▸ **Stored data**
****************************************
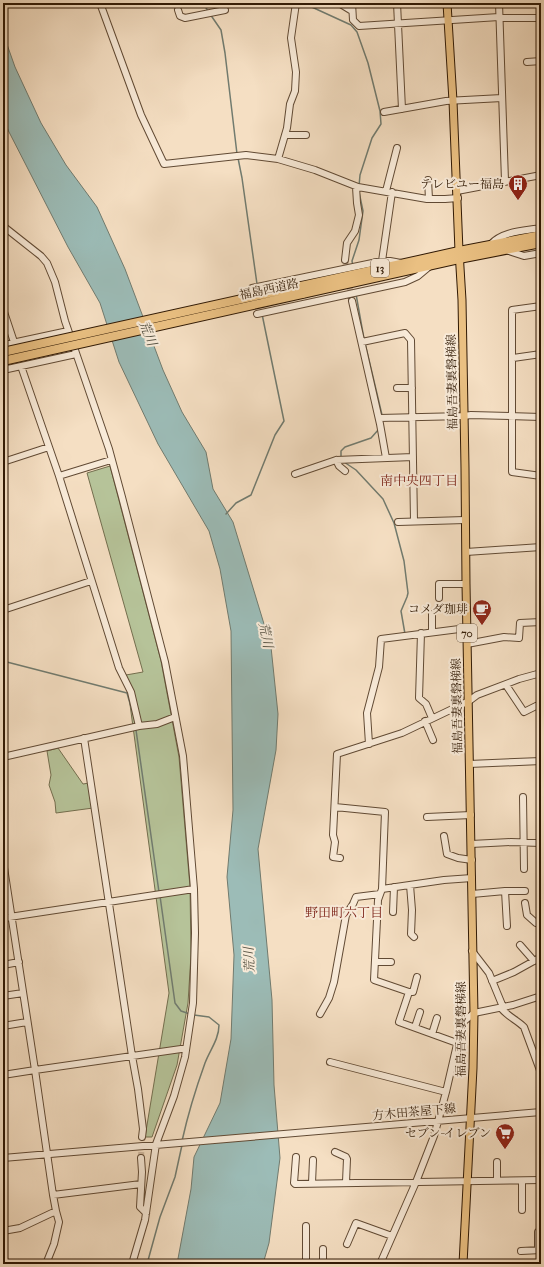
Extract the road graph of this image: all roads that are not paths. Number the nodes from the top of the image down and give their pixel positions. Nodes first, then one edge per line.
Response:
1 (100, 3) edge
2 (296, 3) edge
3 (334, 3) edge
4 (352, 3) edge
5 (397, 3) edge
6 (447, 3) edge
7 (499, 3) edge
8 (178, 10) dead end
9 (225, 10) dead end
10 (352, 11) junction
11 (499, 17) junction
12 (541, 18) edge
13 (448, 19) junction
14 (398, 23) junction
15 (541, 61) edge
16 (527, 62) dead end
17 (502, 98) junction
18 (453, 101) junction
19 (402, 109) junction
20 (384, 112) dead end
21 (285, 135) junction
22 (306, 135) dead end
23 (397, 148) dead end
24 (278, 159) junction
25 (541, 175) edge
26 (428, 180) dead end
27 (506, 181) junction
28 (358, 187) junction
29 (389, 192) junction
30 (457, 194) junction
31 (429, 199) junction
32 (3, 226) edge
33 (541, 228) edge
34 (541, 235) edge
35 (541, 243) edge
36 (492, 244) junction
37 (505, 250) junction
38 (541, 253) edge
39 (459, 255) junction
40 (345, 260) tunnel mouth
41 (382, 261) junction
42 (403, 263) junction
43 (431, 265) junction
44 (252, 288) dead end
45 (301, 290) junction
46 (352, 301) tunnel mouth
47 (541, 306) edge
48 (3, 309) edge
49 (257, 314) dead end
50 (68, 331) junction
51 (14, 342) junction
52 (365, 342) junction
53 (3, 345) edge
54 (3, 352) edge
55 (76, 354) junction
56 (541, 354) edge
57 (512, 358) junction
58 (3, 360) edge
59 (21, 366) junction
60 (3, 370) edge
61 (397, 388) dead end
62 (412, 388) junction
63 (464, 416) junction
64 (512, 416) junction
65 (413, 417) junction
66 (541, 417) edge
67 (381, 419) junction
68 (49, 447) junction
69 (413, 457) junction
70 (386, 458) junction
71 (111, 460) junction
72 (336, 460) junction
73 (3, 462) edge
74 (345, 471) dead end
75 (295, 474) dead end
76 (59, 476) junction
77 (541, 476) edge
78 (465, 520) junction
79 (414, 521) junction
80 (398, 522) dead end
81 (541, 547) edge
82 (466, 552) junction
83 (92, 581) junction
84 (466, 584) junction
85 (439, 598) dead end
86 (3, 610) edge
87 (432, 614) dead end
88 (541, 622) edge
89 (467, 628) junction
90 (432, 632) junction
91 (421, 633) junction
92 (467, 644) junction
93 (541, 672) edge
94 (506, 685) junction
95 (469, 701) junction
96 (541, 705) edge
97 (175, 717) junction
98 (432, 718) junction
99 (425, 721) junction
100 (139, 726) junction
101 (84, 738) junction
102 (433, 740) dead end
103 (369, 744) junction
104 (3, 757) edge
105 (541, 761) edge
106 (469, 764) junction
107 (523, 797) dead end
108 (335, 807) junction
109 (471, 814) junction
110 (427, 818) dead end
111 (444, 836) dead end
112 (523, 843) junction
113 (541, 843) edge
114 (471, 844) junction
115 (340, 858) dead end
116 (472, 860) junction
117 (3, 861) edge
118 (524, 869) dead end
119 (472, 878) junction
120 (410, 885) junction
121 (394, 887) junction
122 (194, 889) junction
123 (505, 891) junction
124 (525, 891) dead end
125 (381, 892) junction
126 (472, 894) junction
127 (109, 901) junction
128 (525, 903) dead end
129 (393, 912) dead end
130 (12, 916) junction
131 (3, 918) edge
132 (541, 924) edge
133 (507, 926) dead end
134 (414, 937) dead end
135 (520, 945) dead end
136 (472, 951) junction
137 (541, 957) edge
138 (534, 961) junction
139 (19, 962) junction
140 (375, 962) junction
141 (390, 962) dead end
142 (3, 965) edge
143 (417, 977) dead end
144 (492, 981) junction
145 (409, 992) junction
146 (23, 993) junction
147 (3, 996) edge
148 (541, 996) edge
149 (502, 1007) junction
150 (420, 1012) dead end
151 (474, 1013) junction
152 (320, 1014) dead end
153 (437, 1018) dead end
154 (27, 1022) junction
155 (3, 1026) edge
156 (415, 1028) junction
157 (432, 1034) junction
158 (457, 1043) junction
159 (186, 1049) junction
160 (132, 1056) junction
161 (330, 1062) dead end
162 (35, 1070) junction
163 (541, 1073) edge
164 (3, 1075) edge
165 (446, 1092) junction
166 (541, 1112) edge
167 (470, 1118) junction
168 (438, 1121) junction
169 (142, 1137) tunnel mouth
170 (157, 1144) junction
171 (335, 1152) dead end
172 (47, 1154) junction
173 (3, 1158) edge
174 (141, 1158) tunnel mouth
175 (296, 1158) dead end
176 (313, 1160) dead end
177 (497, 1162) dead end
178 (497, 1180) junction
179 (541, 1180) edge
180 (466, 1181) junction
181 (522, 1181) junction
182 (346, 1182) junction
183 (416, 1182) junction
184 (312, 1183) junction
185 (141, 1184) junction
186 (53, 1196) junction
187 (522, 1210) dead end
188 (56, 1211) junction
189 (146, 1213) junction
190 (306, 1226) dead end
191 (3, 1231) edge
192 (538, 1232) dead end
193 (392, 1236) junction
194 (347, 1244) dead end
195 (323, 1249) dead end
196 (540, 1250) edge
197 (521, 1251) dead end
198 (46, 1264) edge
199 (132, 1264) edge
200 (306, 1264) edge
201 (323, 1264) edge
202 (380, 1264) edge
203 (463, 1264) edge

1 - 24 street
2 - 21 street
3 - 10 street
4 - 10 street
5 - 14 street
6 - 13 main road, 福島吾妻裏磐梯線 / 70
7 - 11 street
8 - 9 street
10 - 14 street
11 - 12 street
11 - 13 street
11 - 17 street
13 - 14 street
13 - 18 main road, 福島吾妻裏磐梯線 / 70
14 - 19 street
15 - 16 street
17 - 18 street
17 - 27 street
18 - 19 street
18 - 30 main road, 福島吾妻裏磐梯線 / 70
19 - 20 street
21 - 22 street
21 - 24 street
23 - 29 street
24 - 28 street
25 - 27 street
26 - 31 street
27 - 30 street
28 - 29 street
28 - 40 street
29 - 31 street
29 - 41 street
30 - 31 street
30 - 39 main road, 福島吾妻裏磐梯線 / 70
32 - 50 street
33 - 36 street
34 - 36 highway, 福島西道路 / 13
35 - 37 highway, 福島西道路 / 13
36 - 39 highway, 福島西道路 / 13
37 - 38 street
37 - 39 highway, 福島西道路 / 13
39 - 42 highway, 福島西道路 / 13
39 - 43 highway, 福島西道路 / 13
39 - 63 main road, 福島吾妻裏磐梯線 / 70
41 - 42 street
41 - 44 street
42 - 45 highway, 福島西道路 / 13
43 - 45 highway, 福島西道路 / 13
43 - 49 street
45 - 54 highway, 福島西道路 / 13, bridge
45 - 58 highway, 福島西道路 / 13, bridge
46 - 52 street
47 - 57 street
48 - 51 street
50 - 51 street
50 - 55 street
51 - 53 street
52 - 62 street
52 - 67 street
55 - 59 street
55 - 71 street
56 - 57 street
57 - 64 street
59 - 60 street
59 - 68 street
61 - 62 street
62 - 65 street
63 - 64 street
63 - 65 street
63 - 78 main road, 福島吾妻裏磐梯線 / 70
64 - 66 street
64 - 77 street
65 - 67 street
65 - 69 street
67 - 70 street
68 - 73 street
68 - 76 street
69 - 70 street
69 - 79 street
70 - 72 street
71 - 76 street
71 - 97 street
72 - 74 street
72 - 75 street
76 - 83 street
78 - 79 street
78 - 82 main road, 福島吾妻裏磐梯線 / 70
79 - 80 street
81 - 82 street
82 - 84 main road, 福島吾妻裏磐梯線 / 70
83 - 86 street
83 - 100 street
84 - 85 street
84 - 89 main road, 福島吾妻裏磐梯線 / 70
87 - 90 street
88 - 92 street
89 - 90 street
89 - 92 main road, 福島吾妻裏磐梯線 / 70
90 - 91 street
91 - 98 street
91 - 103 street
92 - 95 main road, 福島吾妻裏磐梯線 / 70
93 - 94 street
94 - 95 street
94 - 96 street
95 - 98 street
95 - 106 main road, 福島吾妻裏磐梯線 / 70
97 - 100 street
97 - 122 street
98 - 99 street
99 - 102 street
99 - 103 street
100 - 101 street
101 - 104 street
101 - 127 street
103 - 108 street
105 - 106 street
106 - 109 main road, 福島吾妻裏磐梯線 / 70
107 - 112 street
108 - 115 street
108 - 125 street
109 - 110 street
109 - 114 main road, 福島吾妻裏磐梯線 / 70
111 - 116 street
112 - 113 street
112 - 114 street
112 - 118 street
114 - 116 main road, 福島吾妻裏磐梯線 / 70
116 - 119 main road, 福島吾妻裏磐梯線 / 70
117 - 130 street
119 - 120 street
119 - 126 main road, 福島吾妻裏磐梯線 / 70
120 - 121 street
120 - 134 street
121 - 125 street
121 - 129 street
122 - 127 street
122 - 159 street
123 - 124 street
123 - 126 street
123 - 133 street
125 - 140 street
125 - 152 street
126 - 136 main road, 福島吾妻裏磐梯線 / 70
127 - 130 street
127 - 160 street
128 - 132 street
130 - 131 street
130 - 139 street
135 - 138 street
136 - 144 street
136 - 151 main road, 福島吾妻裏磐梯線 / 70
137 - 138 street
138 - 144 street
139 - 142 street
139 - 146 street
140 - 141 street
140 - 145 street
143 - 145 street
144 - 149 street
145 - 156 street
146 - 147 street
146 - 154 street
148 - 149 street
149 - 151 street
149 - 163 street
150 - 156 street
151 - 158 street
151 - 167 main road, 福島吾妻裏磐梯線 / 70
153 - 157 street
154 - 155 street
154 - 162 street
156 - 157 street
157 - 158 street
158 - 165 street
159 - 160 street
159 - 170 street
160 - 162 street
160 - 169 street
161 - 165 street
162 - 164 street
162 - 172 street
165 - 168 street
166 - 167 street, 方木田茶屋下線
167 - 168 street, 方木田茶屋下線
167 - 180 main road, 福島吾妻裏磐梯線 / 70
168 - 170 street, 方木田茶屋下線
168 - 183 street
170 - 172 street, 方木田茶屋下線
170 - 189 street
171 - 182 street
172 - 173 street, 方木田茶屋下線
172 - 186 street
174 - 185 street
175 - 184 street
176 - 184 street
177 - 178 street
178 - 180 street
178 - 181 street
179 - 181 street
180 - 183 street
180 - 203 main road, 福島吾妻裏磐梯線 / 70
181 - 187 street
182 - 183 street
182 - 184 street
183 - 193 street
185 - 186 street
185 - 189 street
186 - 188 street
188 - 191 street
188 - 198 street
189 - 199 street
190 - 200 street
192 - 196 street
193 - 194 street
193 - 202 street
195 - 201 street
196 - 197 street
****************************************
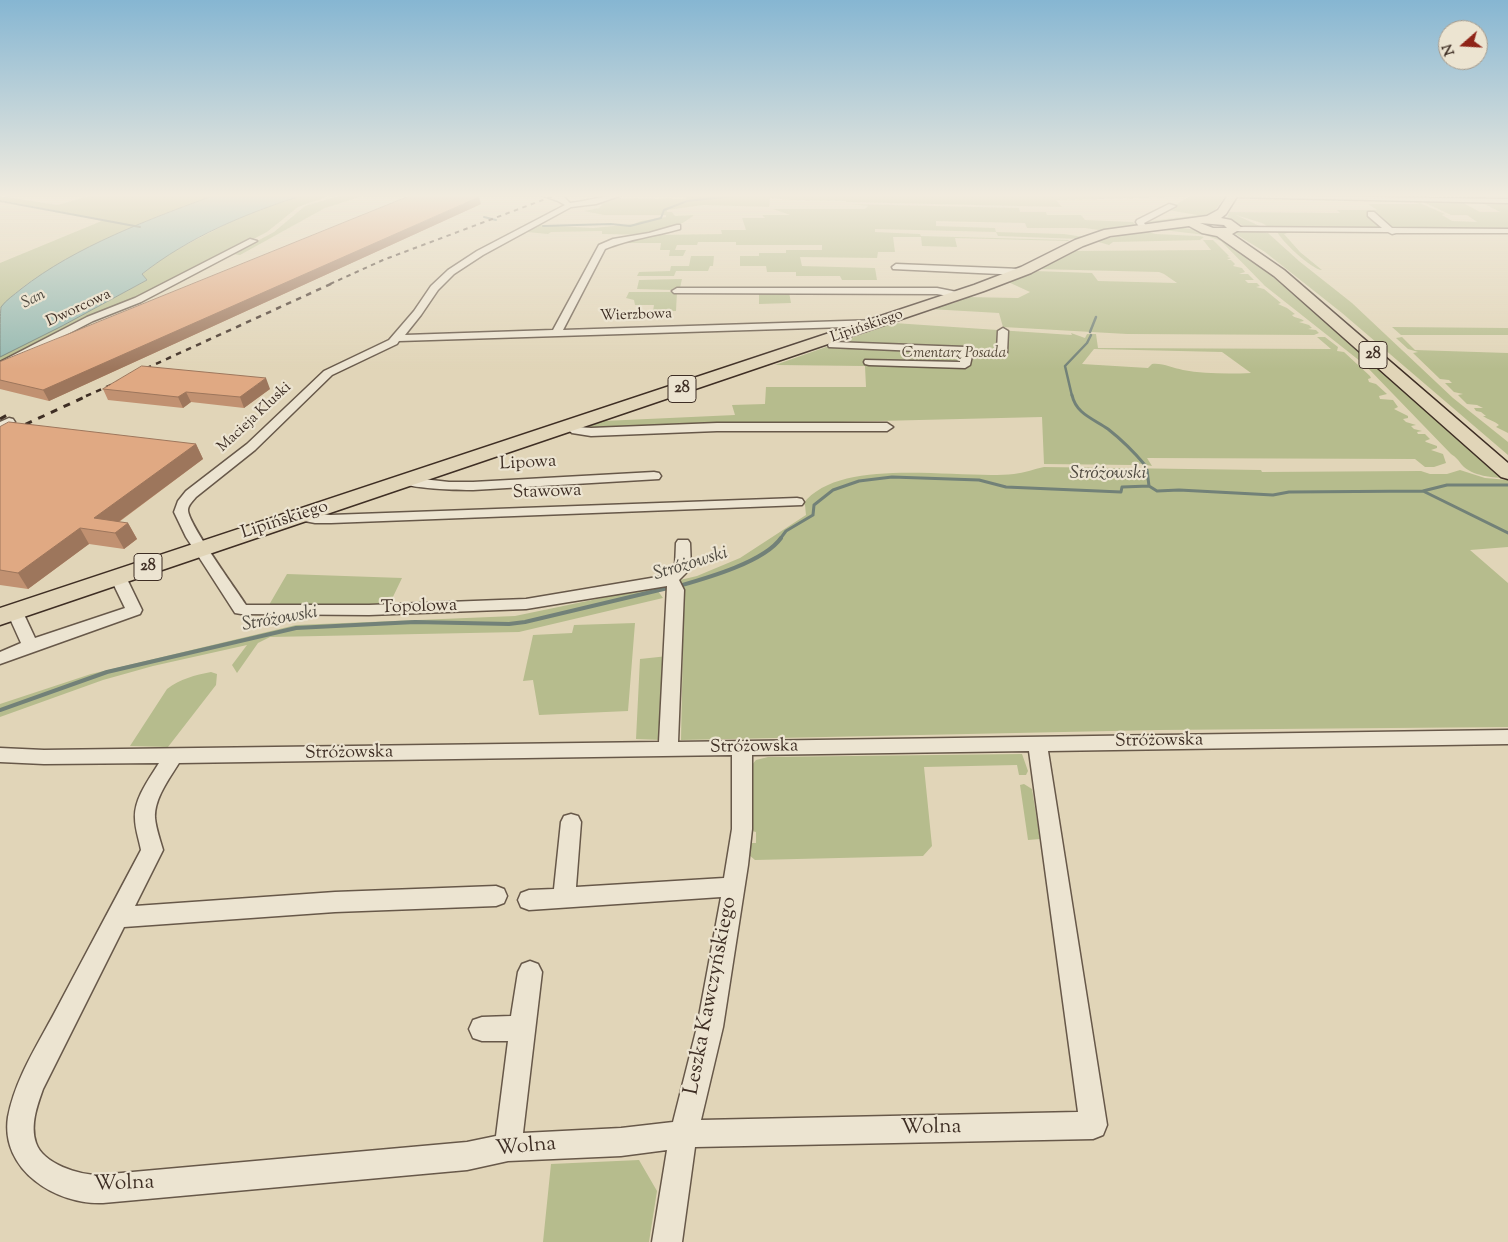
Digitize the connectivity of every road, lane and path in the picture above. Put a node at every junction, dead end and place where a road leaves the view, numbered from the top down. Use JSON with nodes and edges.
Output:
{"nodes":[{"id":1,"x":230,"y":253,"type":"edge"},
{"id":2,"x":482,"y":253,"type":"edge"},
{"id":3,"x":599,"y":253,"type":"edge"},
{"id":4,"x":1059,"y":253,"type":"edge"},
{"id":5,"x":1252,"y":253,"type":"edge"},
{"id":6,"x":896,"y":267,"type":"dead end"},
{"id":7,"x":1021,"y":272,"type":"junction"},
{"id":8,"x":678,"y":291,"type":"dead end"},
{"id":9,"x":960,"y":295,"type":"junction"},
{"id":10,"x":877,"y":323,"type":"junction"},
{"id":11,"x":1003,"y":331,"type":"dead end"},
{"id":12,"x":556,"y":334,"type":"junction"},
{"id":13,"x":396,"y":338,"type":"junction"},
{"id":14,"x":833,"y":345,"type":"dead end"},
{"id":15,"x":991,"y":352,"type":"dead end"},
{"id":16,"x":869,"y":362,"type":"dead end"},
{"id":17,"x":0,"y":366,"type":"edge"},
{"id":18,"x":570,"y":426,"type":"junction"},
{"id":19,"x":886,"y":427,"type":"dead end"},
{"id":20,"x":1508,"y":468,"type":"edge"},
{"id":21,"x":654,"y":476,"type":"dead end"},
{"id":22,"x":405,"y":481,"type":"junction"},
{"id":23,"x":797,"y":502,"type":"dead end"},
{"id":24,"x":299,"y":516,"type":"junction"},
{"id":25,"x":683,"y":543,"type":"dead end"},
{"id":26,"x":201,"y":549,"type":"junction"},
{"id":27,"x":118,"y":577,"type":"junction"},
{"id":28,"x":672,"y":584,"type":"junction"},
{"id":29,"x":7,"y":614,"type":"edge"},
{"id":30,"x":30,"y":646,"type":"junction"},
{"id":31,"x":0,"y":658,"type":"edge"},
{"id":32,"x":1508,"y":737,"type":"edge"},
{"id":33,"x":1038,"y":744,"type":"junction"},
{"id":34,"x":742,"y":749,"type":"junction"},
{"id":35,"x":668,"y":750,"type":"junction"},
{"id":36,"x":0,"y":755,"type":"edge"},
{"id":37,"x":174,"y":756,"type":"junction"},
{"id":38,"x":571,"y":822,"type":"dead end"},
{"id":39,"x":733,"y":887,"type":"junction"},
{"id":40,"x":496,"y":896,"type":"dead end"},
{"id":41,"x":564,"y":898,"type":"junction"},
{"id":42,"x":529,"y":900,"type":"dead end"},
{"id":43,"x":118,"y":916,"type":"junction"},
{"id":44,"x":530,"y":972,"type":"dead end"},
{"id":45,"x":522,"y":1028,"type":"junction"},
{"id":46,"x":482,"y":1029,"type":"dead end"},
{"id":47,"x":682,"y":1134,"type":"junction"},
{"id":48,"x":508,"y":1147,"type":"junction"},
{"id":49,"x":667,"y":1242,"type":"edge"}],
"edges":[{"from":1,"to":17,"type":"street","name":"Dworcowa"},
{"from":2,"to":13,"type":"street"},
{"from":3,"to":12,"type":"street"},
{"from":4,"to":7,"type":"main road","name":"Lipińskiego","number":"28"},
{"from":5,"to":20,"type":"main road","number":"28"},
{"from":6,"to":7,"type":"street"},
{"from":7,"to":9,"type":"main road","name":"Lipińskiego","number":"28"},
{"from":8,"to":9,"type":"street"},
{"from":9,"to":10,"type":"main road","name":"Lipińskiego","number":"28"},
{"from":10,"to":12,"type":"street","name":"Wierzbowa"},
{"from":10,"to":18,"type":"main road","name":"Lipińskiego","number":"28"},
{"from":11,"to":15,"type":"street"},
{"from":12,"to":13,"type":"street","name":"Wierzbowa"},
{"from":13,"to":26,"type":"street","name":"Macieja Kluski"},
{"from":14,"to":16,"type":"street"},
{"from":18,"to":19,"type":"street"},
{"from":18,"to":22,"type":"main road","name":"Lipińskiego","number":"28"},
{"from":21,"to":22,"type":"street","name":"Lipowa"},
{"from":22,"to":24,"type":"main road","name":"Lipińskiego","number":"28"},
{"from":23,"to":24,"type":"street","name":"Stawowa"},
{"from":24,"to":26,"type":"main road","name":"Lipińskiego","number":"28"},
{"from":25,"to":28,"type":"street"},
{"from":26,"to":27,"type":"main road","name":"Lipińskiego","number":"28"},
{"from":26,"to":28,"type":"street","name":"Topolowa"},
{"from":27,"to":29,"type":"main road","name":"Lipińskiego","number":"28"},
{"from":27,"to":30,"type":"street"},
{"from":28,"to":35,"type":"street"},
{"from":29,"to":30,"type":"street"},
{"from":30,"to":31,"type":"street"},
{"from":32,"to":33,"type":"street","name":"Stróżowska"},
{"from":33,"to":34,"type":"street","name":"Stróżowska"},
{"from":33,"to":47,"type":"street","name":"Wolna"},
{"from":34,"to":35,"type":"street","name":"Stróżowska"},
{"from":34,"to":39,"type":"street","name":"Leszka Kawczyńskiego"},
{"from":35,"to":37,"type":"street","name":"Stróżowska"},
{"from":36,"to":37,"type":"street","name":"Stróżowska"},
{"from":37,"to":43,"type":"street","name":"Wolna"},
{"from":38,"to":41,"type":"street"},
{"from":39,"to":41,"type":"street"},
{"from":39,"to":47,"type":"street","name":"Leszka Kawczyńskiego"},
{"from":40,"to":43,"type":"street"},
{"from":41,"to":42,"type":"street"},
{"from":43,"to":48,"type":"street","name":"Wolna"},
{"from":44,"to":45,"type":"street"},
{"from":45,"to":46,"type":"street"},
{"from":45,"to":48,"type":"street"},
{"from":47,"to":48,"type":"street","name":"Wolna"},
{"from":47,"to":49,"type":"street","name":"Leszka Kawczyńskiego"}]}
****************************************
▸ **EXERCISE AIM**
For the string "方木田茶屋下線", work out how many lines of the data contain it; answer with the number alone.

▸ **RESULT**
5